The reality of sin, the forgiveness of sin, sorrow for our own sin, firm purpose of amendment, doing penance, confession, consecration, and perseverance; but many of our spiritual ancestors spoke about two conversions, that of water and that of tears, and the gift of tears. That of water, of course, involving baptism, and in that sense also baptism of the adult.  St John Cassian was the first to have given us a classification of tears in his ninth conference, and he spoke about five sorts of tears.

The relationship between compunction or sorrow for sin and fiery prayer, the ecstatic contemporary prayer, is something of which he spoke, and he spoke about the remembrance of our sins, producing tears, followed by ineffable joy. That again, I mention earlier, the joy of repentance, tears followed by joy, as one enters into this new way of life.
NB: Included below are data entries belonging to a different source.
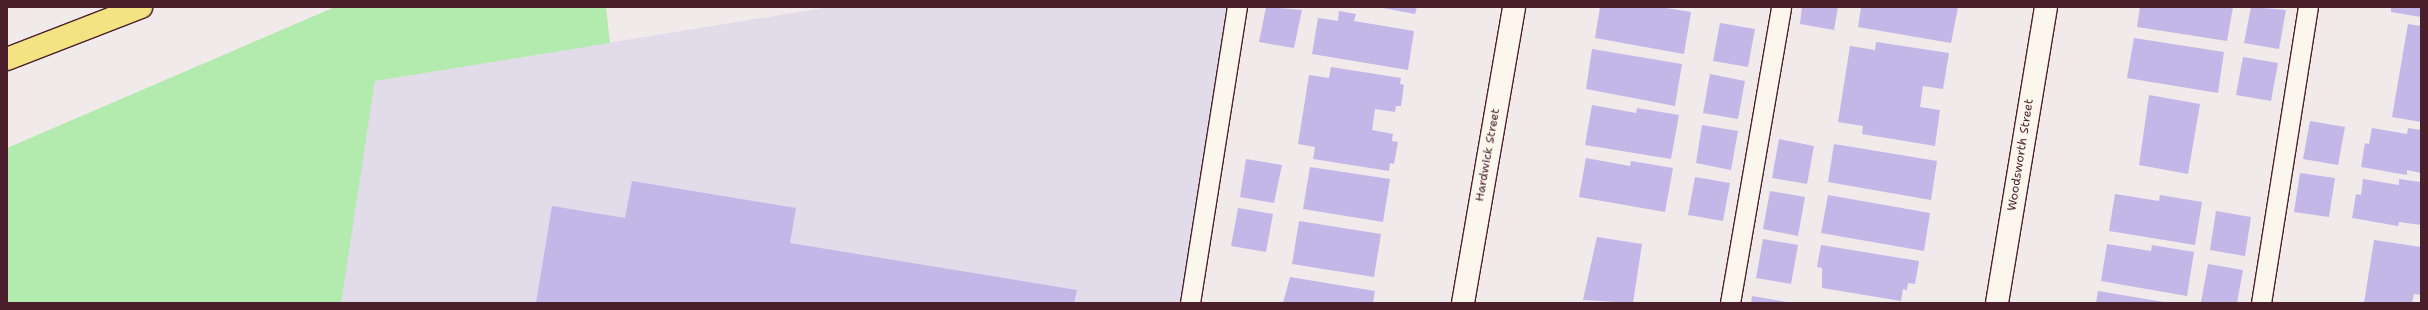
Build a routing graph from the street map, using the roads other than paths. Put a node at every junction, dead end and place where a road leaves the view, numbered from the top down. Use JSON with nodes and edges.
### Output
{"nodes":[{"id":1,"x":141,"y":7,"type":"edge"},
{"id":2,"x":1237,"y":7,"type":"edge"},
{"id":3,"x":1514,"y":7,"type":"edge"},
{"id":4,"x":1780,"y":7,"type":"edge"},
{"id":5,"x":2046,"y":7,"type":"edge"},
{"id":6,"x":2308,"y":7,"type":"edge"},
{"id":7,"x":7,"y":59,"type":"edge"},
{"id":8,"x":1190,"y":303,"type":"edge"},
{"id":9,"x":1463,"y":303,"type":"edge"},
{"id":10,"x":1730,"y":303,"type":"edge"},
{"id":11,"x":1997,"y":303,"type":"edge"},
{"id":12,"x":2261,"y":303,"type":"edge"}],
"edges":[{"from":1,"to":7,"type":"highway"},
{"from":2,"to":8,"type":"lane"},
{"from":3,"to":9,"type":"street","name":"Hardwick Street"},
{"from":4,"to":10,"type":"lane"},
{"from":5,"to":11,"type":"street","name":"Woodsworth Street"},
{"from":6,"to":12,"type":"lane"}]}
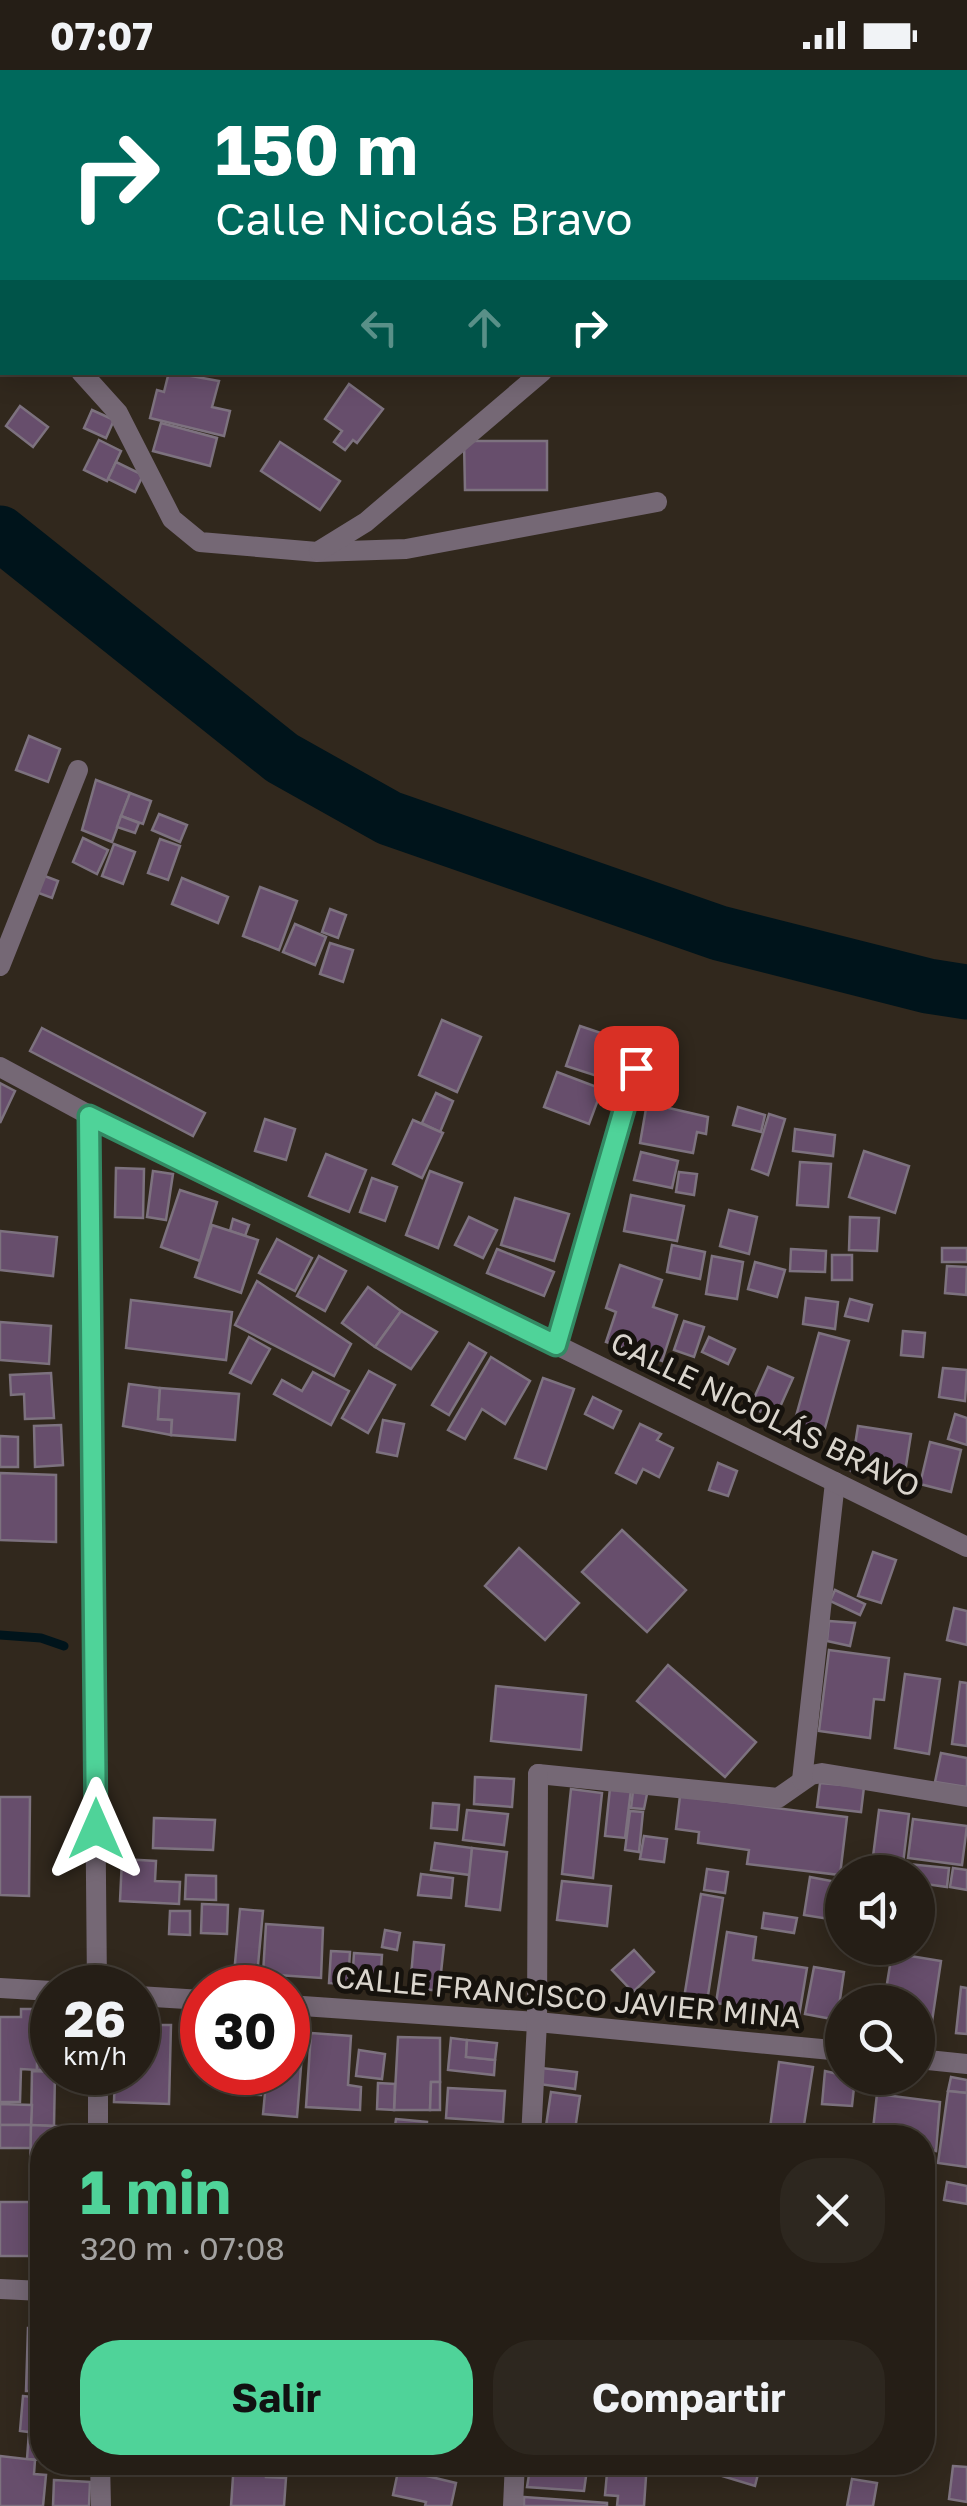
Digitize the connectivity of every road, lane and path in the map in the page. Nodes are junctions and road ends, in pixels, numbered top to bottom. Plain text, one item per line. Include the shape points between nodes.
1 (84, 375) edge
2 (538, 375) edge
3 (657, 502) dead end
4 (318, 552) junction
5 (78, 770) dead end
6 (0, 966) edge
7 (0, 1067) edge
8 (636, 1068) dead end
9 (89, 1116) junction
10 (556, 1345) junction
11 (835, 1482) junction
12 (967, 1548) edge
13 (802, 1780) junction
14 (967, 1797) edge
15 (97, 1965) edge
16 (0, 1988) edge
17 (30, 1990) edge
18 (310, 2007) edge
19 (537, 2022) junction
20 (825, 2050) edge
21 (935, 2061) edge
22 (967, 2064) edge
23 (98, 2095) edge
24 (98, 2125) edge
25 (533, 2125) edge
26 (0, 2290) edge
27 (30, 2291) edge
28 (100, 2475) edge
29 (514, 2475) edge
30 (101, 2506) edge
31 (513, 2506) edge

1 - 4 street via 118,413 172,520 200,542
2 - 4 street via 366,522
3 - 4 street via 406,549
5 - 6 street
7 - 9 street, CALLE NICOLÁS BRAVO
8 - 10 street
9 - 10 street, CALLE NICOLÁS BRAVO
9 - 15 street
10 - 11 street, CALLE NICOLÁS BRAVO
11 - 12 street, CALLE NICOLÁS BRAVO
11 - 13 street
13 - 14 street via 822,1772
13 - 19 street via 778,1798 538,1774
16 - 17 street
18 - 19 street, CALLE FRANCISCO JAVIER MINA
19 - 20 street, CALLE FRANCISCO JAVIER MINA
19 - 25 street
21 - 22 street
23 - 24 street
26 - 27 street
28 - 30 street
29 - 31 street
For Cassian, tears was most common form of spiritual experience encompassing both sorrow and joy and the experience of grace.

Pope St Gregory the Great, in the West, is known as the Great Doctor of Compunction, or the Western Doctor of Tears. He outlined four kinds of compunction or tears. In the East, Simeon the New Theologian was known as the Theologian of Tears. St Catherine of Siena, OP, later spoke about five kinds of tears. Four kinds, and then about those who desire to weep and are unable to do so, is a very special kind. A kind of spiritual tear where there is no physical tear. She speaks about God, responding that there is a weeping of fire that is a longing for God so intense that she writes, “Such a soul would like to dissolve her very life in weeping, but these souls cannot shed physical tears. They rather shed tears of fire, the source being a heart full of fire, or an ardent longing for God.” She also writes, “This is how the Holy Spirit weeps.  The Holy Spirit weeps in the person of every one of my servants, Christ says, who offers me the fragrance of holy desire and humble prayer.”

So she speaks about these as spiritual tears or tears of the heart or the inner the weeping of the Holy Spirit. If you wish, go to her Dialogue, chapters 88 to 97, to read more where she talks about five kinds of tears, but really the first four being more common and then this is kind is weeping of fire. This spiritual tear where we do not physically weep, but indeed our hearts are manifesting its both sorrow and joy before the Lord. We think here even of the prophet Ezekiel, when he speaks about our hearts of stone in the hearts of flesh. And says, “A new heart I will give you and a new spirit I will put within you and I will take out of your flesh, the heart of stone and give you a heart of flesh.”

So here we are getting to the basics, the basis, and the foundation of the contemplative life. That we can look to the heights of, we can desire to infused, we want to open ourselves. But again, it’s almost as if that’s what that “dark night” was all about, needing to let go of our way of controlling our spiritual journey and to come back to simply compunction. Sorrow for sin, contrition, repentance, conversion, to not know myself as sinner will be to never know God as mercy.

If we yearn to know God and if knowing God is to know God as mercy, then we must come to grips with the reality of who I am as sinner. Always keeping in mind what Pope St John Paul II said, “The two sides, the reality of sin and the reality of its forgiveness, never one without the other.”

This time as a closing prayer I would like to take some verses from Psalm 51, the Miserere, a great Psalm acknowledging who we are as sinners. Let us pray, “Have mercy on me God in your goodness in your abundance of compassion, blot out my offense, wash away all my guilt, from sin, cleanse me. For I know my offense, my sin is always before me. Against you alone have I sinned, cleanse me with hyssop that I may be pure, wash me, wash me, Lord. Amen.”